PROBLEM REQUIREMENTS -
Pictures excluded, return every entry exactly, please.

DATA TO USE -
·····

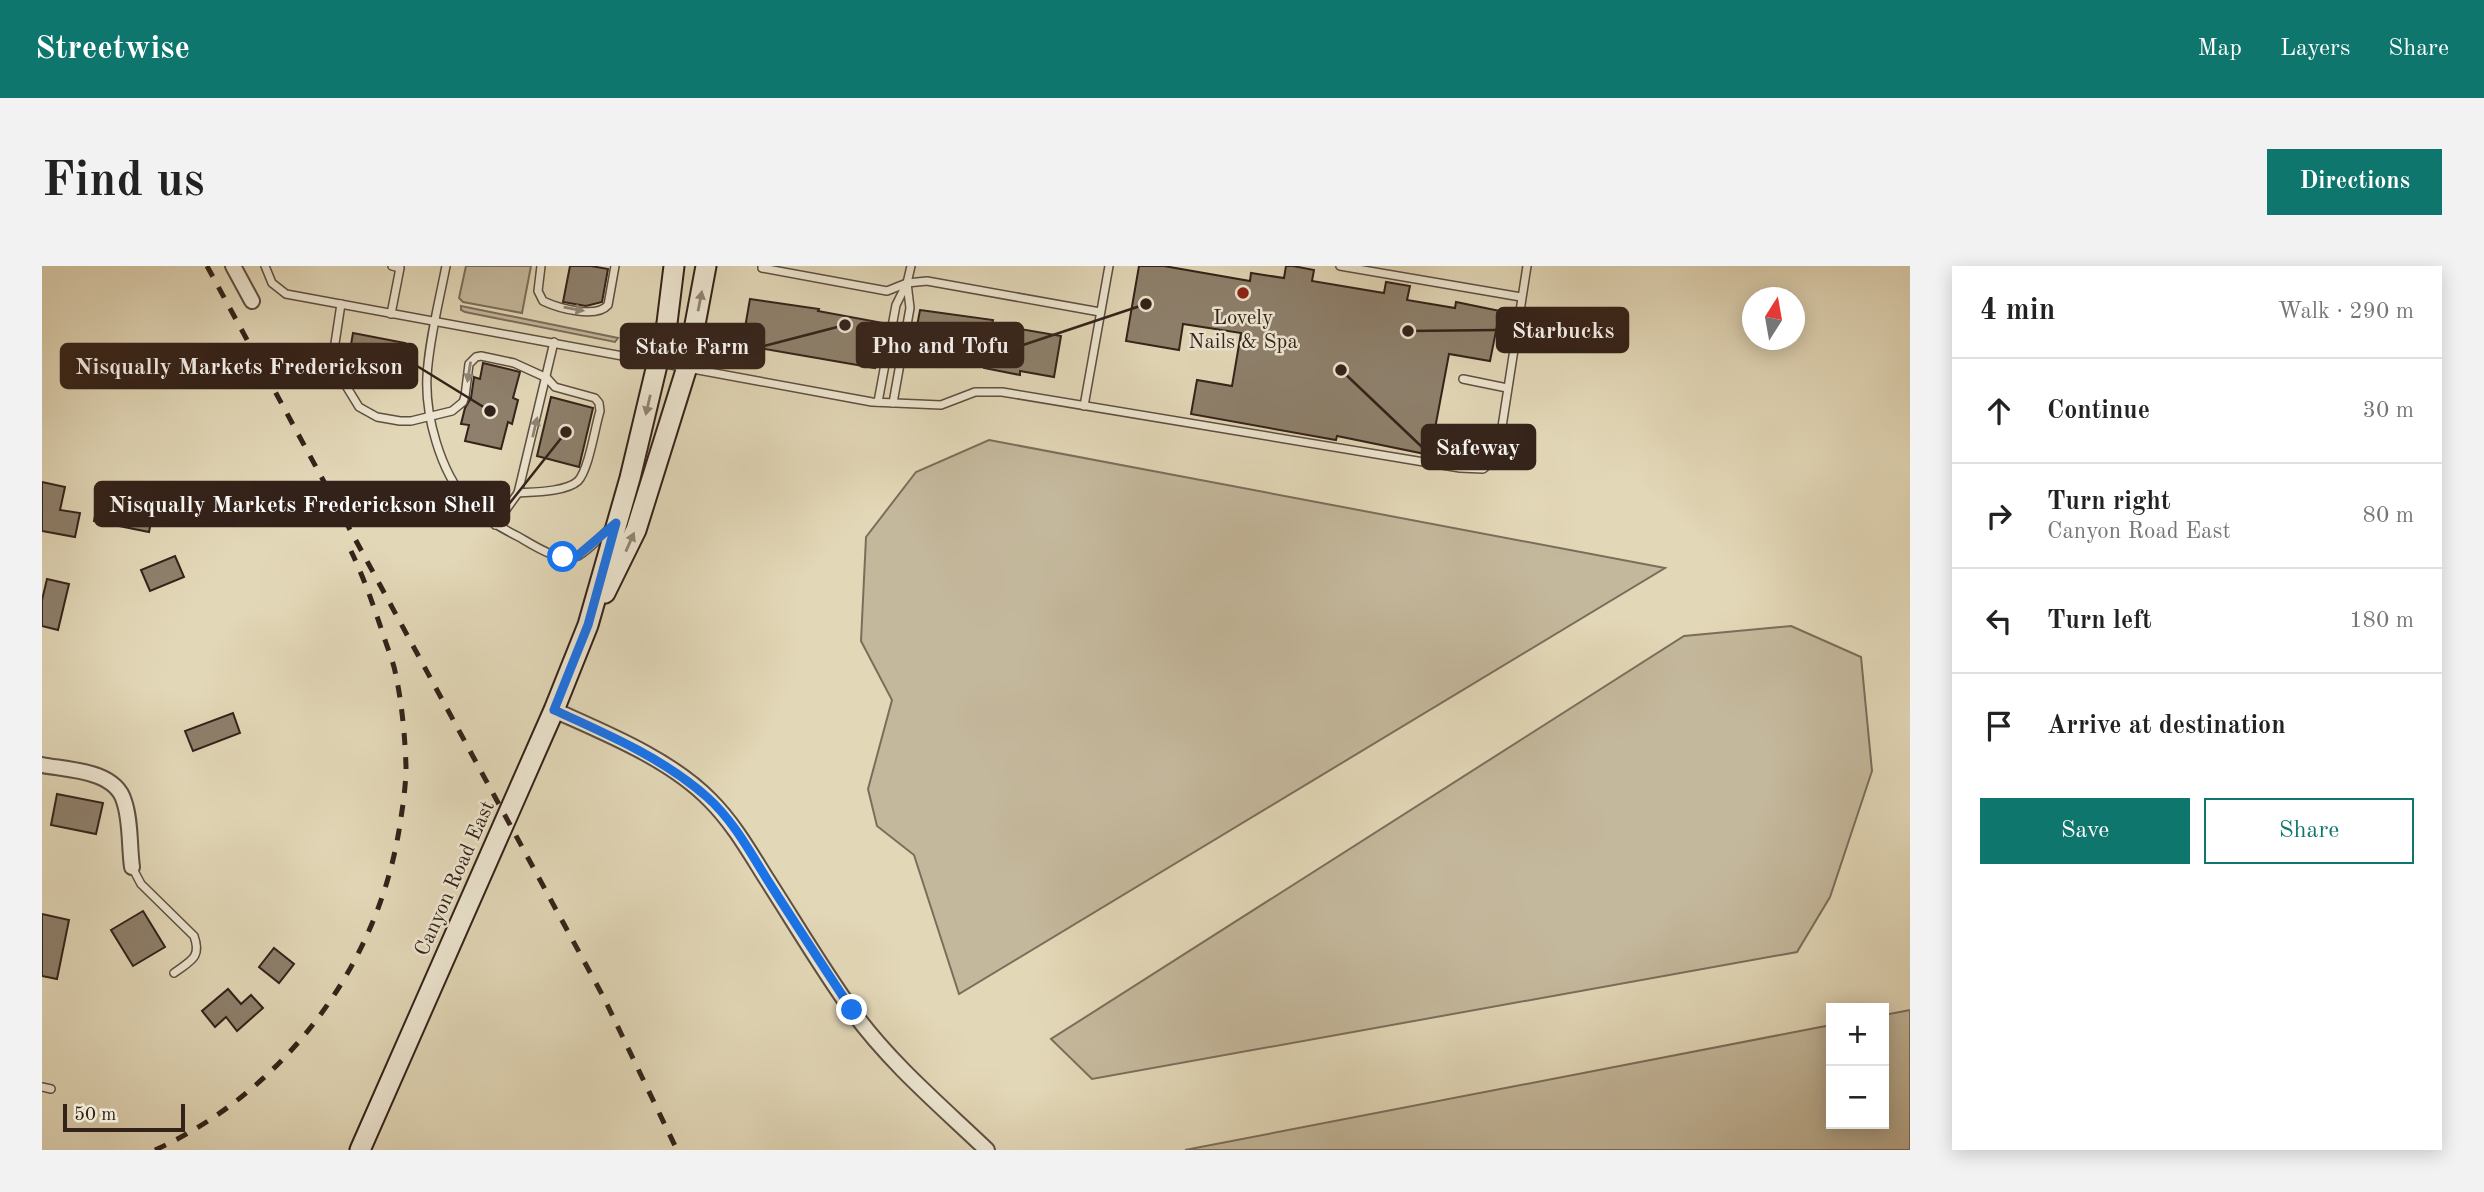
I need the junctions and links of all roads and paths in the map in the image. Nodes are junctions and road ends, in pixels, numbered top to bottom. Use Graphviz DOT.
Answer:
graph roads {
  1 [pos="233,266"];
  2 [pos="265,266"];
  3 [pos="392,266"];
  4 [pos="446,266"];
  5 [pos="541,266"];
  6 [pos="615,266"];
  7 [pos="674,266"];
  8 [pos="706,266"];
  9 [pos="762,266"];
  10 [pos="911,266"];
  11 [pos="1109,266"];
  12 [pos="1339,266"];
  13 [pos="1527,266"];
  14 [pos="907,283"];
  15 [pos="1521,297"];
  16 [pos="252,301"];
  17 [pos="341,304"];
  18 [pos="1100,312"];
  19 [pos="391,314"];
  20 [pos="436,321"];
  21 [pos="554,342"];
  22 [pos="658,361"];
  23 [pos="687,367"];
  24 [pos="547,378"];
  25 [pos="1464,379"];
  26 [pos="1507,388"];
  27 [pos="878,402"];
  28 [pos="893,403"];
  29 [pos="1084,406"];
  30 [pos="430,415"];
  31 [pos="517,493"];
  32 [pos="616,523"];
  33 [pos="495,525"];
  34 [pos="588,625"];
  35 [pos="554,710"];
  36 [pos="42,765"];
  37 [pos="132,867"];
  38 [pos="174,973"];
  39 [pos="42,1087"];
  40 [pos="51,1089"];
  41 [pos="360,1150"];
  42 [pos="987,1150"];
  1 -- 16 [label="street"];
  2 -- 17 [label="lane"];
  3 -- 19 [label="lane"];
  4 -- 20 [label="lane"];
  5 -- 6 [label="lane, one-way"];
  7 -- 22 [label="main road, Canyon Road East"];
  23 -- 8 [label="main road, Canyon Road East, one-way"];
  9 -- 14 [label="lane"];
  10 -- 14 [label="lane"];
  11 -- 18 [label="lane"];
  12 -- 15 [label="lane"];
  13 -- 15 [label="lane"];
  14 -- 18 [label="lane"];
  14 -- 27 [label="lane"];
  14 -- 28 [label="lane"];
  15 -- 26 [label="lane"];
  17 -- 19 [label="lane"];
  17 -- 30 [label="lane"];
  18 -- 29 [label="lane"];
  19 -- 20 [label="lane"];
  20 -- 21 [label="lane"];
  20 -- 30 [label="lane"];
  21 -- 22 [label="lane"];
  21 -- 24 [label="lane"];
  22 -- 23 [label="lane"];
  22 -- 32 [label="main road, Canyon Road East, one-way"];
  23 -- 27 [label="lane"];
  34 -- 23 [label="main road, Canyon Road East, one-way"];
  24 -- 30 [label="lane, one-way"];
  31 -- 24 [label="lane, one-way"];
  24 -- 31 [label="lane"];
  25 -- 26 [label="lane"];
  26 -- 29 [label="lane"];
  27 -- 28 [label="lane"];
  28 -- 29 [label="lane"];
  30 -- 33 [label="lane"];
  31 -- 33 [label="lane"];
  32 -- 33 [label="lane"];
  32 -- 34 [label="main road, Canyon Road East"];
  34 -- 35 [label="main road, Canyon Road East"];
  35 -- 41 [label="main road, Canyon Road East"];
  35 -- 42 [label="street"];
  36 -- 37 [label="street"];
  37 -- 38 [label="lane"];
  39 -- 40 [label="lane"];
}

·····

OUTPUT OF THE TASK -
I need the junctions and links of all roads and paths in the map in the image. Nodes are junctions and road ends, in pixels, numbered top to bottom. Use Graphviz DOT.
Answer:
graph roads {
  1 [pos="233,266"];
  2 [pos="265,266"];
  3 [pos="392,266"];
  4 [pos="446,266"];
  5 [pos="541,266"];
  6 [pos="615,266"];
  7 [pos="674,266"];
  8 [pos="706,266"];
  9 [pos="762,266"];
  10 [pos="911,266"];
  11 [pos="1109,266"];
  12 [pos="1339,266"];
  13 [pos="1527,266"];
  14 [pos="907,283"];
  15 [pos="1521,297"];
  16 [pos="252,301"];
  17 [pos="341,304"];
  18 [pos="1100,312"];
  19 [pos="391,314"];
  20 [pos="436,321"];
  21 [pos="554,342"];
  22 [pos="658,361"];
  23 [pos="687,367"];
  24 [pos="547,378"];
  25 [pos="1464,379"];
  26 [pos="1507,388"];
  27 [pos="878,402"];
  28 [pos="893,403"];
  29 [pos="1084,406"];
  30 [pos="430,415"];
  31 [pos="517,493"];
  32 [pos="616,523"];
  33 [pos="495,525"];
  34 [pos="588,625"];
  35 [pos="554,710"];
  36 [pos="42,765"];
  37 [pos="132,867"];
  38 [pos="174,973"];
  39 [pos="42,1087"];
  40 [pos="51,1089"];
  41 [pos="360,1150"];
  42 [pos="987,1150"];
  1 -- 16 [label="street"];
  2 -- 17 [label="lane"];
  3 -- 19 [label="lane"];
  4 -- 20 [label="lane"];
  5 -- 6 [label="lane, one-way"];
  7 -- 22 [label="main road, Canyon Road East"];
  23 -- 8 [label="main road, Canyon Road East, one-way"];
  9 -- 14 [label="lane"];
  10 -- 14 [label="lane"];
  11 -- 18 [label="lane"];
  12 -- 15 [label="lane"];
  13 -- 15 [label="lane"];
  14 -- 18 [label="lane"];
  14 -- 27 [label="lane"];
  14 -- 28 [label="lane"];
  15 -- 26 [label="lane"];
  17 -- 19 [label="lane"];
  17 -- 30 [label="lane"];
  18 -- 29 [label="lane"];
  19 -- 20 [label="lane"];
  20 -- 21 [label="lane"];
  20 -- 30 [label="lane"];
  21 -- 22 [label="lane"];
  21 -- 24 [label="lane"];
  22 -- 23 [label="lane"];
  22 -- 32 [label="main road, Canyon Road East, one-way"];
  23 -- 27 [label="lane"];
  34 -- 23 [label="main road, Canyon Road East, one-way"];
  24 -- 30 [label="lane, one-way"];
  31 -- 24 [label="lane, one-way"];
  24 -- 31 [label="lane"];
  25 -- 26 [label="lane"];
  26 -- 29 [label="lane"];
  27 -- 28 [label="lane"];
  28 -- 29 [label="lane"];
  30 -- 33 [label="lane"];
  31 -- 33 [label="lane"];
  32 -- 33 [label="lane"];
  32 -- 34 [label="main road, Canyon Road East"];
  34 -- 35 [label="main road, Canyon Road East"];
  35 -- 41 [label="main road, Canyon Road East"];
  35 -- 42 [label="street"];
  36 -- 37 [label="street"];
  37 -- 38 [label="lane"];
  39 -- 40 [label="lane"];
}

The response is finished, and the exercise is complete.